Japan hopes to start COVID-19 vaccinations in late February, but uncertainty is growing that a nation ranked among the world’s lowest in vaccine confidence can pull off the massive, $14 billion project in time for the games in July, casting doubt on whether the Tokyo Olympics can happen.
Japan has secured vaccines for all its citizens, and then some, after striking deals with three foreign pharmaceutical makers — Pfizer Inc., AstraZeneca and Moderna Inc. Its swift action was seen as proof of its resolve to stage the games after a one-year postponement because of the pandemic.
The country needs foreign-made vaccines because local development is only in its early stages.
Under the current plan, inoculations will start with 10,000 front-line medical workers. Then about 3 million other medical workers will be added ahead of high-risk groups such as the elderly, those with underlying health conditions and caregivers. The rest of the population is expected to get access around May or later, though officials refuse to give an exact timeline.
Japan is under a partial state of emergency and struggling with an upsurge of infections.
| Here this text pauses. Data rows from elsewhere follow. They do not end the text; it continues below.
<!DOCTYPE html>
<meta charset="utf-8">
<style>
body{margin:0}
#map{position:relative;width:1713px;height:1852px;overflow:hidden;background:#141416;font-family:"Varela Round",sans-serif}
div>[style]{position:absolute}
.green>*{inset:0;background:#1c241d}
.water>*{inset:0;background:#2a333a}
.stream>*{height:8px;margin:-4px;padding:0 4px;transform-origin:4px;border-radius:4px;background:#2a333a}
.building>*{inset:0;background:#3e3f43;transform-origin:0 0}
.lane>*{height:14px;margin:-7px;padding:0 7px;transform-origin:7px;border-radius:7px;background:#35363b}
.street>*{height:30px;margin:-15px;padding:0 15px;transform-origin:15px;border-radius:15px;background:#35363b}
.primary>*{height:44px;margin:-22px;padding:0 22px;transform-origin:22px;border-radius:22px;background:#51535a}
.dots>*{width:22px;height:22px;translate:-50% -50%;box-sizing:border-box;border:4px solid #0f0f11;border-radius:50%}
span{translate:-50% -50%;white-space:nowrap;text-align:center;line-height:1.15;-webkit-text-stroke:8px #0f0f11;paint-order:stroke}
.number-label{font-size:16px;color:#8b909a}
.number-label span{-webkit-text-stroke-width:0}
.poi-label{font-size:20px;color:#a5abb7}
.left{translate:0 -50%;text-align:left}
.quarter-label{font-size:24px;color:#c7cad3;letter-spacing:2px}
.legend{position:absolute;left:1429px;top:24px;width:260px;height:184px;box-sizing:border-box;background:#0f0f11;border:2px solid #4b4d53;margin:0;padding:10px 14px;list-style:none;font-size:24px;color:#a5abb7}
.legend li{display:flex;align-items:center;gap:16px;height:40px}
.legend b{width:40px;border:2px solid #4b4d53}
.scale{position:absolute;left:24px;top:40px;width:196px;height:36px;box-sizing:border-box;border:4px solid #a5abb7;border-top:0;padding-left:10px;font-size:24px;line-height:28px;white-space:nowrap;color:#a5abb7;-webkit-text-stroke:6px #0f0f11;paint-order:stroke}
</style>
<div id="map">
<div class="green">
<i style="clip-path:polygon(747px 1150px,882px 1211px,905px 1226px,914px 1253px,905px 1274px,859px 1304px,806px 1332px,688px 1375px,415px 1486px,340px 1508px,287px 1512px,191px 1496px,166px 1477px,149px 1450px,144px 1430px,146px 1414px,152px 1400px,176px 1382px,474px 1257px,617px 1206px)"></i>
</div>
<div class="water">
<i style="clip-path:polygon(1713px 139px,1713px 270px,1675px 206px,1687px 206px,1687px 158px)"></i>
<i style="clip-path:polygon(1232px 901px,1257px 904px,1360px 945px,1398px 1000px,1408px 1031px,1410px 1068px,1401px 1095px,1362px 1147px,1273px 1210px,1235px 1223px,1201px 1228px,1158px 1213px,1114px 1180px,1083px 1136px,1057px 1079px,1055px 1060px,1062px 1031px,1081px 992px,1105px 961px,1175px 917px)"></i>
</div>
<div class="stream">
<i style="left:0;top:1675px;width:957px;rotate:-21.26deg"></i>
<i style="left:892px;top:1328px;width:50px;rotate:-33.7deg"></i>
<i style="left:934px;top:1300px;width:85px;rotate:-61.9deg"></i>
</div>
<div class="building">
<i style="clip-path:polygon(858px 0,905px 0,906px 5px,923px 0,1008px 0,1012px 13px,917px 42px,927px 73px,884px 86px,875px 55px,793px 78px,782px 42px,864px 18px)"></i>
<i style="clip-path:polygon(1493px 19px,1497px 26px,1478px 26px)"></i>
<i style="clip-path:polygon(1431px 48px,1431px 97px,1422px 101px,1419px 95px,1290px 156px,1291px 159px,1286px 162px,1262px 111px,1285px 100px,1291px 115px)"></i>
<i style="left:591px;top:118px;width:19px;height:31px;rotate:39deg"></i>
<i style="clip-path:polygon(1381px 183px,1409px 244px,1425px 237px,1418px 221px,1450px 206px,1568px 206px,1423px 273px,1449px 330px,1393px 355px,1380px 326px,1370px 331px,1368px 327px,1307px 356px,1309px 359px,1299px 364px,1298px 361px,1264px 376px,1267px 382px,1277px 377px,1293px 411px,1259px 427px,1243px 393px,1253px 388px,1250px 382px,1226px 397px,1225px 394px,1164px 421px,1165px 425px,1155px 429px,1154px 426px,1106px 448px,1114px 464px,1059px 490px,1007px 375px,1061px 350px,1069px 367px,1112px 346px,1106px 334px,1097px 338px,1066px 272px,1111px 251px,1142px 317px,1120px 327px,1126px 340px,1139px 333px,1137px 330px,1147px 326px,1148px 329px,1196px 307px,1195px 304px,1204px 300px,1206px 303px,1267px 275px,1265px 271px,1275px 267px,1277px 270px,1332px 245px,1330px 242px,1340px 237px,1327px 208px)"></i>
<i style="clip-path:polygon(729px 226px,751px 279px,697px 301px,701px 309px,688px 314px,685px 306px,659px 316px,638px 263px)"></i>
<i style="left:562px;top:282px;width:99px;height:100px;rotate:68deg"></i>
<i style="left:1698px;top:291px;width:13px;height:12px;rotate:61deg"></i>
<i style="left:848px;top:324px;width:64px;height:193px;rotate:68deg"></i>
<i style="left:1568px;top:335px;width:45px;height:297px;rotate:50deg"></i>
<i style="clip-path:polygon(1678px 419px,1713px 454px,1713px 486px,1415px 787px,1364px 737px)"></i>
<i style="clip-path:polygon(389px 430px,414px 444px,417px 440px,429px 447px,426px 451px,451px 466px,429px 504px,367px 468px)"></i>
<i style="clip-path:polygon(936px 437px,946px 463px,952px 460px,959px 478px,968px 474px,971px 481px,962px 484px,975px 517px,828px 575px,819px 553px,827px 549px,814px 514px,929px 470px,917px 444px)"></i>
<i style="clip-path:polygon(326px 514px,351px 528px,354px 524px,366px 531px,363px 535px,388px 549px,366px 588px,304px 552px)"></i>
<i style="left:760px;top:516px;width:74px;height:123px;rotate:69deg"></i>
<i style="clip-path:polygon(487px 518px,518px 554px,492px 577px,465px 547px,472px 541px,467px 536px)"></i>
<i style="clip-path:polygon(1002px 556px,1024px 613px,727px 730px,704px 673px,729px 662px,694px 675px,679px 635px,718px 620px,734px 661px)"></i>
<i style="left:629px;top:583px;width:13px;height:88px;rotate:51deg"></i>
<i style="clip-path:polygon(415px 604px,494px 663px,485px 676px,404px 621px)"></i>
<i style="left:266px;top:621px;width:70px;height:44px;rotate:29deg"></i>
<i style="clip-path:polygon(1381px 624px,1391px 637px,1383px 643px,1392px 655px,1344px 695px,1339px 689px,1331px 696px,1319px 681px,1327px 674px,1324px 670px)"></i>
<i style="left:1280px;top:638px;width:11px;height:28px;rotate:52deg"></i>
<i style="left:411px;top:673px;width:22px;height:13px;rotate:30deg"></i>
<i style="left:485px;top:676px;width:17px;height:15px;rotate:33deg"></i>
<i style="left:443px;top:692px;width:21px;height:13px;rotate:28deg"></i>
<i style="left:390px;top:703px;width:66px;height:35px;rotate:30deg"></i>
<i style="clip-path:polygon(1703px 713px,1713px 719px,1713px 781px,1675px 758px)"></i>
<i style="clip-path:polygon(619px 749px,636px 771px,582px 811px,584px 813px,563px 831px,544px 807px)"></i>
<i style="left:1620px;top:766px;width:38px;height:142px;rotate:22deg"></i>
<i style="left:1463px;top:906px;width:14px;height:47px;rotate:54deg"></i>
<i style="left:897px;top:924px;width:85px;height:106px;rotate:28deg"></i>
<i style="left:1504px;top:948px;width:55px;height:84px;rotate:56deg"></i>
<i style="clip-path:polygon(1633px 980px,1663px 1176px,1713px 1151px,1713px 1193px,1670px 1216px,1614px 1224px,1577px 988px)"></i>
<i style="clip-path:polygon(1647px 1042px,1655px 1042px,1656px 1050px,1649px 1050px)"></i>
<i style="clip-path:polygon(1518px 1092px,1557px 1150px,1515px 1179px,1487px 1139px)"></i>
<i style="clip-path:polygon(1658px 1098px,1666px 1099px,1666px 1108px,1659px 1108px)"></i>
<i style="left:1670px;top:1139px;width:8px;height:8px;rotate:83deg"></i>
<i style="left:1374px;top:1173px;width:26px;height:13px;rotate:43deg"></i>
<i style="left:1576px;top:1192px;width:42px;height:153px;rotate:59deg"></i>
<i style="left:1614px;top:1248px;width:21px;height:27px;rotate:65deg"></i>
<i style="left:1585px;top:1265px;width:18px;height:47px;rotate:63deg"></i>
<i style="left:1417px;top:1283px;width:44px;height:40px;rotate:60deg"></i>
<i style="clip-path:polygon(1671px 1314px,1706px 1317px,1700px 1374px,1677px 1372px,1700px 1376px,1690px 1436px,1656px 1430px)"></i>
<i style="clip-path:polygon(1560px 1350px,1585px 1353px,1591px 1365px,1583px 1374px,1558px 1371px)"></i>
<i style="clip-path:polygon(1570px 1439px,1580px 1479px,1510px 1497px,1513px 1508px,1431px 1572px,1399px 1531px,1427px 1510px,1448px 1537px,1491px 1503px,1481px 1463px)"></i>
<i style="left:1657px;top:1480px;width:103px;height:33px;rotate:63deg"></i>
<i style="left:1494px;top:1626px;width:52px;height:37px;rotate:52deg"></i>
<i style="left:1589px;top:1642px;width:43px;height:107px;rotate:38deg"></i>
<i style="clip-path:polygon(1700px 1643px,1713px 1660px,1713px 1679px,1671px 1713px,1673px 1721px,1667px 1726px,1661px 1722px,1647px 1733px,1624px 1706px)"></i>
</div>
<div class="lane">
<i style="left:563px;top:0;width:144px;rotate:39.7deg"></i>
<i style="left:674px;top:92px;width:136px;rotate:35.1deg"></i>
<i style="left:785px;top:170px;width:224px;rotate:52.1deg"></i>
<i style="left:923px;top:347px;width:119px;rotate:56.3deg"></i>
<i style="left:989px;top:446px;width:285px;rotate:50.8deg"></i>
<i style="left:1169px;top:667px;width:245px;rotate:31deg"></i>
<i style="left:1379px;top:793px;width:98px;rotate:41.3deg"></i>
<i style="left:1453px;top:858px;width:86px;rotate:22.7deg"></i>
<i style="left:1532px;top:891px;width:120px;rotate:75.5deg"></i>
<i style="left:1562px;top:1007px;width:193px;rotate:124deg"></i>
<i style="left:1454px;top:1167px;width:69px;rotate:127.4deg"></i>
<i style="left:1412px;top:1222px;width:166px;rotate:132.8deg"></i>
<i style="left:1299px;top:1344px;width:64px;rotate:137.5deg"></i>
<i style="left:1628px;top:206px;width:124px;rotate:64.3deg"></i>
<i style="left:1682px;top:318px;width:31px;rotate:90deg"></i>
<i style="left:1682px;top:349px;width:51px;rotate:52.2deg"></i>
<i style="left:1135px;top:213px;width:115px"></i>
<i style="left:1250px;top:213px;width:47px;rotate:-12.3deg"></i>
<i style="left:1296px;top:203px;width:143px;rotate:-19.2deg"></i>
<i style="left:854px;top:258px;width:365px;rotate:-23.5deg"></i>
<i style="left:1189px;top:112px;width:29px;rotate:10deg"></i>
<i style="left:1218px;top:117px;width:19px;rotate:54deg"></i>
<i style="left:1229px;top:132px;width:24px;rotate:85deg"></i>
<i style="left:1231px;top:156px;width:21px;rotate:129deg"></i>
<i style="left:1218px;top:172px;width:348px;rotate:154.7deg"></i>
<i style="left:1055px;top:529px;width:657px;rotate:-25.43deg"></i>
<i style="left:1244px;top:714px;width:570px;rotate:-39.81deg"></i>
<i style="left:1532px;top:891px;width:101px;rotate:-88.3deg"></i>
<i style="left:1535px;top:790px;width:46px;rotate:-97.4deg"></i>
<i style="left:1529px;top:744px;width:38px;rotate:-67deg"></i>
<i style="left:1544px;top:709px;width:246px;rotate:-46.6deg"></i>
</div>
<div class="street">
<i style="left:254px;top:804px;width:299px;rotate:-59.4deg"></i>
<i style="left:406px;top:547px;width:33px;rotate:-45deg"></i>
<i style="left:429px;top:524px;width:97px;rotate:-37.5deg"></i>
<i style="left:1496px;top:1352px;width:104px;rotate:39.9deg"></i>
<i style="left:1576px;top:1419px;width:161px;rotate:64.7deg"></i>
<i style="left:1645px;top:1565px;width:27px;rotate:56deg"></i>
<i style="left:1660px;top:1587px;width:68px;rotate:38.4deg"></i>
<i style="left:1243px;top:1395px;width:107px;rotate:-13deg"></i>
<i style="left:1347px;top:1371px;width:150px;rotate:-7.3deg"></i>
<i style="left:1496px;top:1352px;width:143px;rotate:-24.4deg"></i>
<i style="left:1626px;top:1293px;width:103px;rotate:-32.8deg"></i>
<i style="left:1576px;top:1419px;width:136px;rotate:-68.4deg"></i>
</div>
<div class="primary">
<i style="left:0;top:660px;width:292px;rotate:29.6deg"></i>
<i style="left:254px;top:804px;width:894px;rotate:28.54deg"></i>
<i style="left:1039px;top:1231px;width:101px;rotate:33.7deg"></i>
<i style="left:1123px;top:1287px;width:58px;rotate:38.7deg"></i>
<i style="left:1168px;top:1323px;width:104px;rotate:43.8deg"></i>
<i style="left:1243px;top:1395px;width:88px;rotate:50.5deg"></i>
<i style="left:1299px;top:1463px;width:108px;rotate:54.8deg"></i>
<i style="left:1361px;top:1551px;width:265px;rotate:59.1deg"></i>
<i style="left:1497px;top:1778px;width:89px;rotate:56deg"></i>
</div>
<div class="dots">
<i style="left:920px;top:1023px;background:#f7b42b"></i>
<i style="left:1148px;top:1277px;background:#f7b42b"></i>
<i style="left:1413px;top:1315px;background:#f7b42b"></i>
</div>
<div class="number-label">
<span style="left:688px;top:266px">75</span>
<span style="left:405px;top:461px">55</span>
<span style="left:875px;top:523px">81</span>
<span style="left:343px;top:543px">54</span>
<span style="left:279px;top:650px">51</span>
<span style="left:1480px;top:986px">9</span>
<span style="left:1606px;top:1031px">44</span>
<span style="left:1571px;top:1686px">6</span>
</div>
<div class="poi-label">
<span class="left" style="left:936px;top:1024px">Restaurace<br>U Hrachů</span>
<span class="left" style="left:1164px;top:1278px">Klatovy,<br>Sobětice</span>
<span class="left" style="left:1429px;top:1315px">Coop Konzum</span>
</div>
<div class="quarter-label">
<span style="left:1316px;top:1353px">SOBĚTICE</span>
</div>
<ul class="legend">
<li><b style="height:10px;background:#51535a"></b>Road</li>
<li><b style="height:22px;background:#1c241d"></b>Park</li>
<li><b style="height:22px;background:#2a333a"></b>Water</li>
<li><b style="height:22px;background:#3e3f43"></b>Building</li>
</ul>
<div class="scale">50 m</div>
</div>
There have been about 351,000 cases, with 4,800 deaths, according to the health ministry.
While vaccines are considered key to achieving the games, Prime Minister Yoshihide Suga said they won’t be required.
“We will prepare for a safe and secure Olympics without making vaccination a precondition,” Suga said Thursday, responding to a call by opposition lawmakers for a further postponement or cancellation of the games to concentrate on virus measures.
Uncertainty over vaccine safety and efficacy make it difficult to predict when Japan can obtain wide enough immunity to the coronavirus to control the pandemic.
“It is inappropriate to push vaccinations to hold the Olympics,” said Dr. Tetsuo Nakayama, a professor at Kitasato Institute for Life Sciences. “Vaccines should be used to protect the people’s health, not to achieve the Olympics.”